• **WORK REQUIRED**: Show each line of the data below in which "road" occurs.

─── MATERIAL PROVIDED ───

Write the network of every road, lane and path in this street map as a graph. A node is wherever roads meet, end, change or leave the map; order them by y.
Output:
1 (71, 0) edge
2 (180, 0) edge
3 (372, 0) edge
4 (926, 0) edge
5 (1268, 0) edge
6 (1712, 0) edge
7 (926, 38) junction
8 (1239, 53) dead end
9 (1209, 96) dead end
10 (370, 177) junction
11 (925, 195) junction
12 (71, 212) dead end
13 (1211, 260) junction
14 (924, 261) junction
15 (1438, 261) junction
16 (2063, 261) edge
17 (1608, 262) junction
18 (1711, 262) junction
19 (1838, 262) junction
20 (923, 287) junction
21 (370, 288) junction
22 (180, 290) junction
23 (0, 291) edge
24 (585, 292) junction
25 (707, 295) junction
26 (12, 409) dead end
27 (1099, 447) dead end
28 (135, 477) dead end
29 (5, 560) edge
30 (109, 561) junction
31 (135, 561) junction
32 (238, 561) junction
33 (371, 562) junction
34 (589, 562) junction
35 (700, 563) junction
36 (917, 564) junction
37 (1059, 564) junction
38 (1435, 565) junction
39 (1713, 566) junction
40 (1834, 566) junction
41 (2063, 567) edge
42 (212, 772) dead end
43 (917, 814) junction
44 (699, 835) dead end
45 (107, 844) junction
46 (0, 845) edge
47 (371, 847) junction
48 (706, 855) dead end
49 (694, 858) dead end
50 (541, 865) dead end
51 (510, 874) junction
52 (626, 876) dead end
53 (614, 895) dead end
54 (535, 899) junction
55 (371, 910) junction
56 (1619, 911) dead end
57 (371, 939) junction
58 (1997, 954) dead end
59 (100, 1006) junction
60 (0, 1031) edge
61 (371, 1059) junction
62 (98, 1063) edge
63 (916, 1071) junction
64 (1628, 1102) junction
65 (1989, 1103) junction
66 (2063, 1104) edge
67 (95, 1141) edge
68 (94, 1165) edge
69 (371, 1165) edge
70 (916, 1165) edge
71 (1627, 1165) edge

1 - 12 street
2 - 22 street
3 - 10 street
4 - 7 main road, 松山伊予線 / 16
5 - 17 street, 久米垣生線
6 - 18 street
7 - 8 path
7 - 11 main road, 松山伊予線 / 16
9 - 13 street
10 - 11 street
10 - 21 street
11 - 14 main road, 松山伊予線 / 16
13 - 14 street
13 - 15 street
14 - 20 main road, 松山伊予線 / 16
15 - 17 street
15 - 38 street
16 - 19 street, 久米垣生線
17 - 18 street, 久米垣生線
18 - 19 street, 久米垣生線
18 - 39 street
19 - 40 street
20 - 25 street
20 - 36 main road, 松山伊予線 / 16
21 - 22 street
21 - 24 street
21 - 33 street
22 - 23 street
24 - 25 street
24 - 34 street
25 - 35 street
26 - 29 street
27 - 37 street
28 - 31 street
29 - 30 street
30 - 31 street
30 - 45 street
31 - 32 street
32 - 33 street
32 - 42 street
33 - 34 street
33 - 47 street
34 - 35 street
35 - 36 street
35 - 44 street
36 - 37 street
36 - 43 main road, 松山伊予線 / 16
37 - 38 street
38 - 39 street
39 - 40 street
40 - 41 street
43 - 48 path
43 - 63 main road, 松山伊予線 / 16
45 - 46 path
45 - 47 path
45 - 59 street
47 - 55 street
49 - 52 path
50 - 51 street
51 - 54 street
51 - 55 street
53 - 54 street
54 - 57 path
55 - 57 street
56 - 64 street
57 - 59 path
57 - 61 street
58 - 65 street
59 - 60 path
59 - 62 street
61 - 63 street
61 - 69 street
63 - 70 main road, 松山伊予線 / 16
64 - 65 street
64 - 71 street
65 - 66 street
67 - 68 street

───

• **OUTPUT**:
Write the network of every road, lane and path in this street map as a graph. A node is wherever roads meet, end, change or leave the map; order them by y.
4 - 7 main road, 松山伊予線 / 16
7 - 11 main road, 松山伊予線 / 16
11 - 14 main road, 松山伊予線 / 16
14 - 20 main road, 松山伊予線 / 16
20 - 36 main road, 松山伊予線 / 16
36 - 43 main road, 松山伊予線 / 16
43 - 63 main road, 松山伊予線 / 16
63 - 70 main road, 松山伊予線 / 16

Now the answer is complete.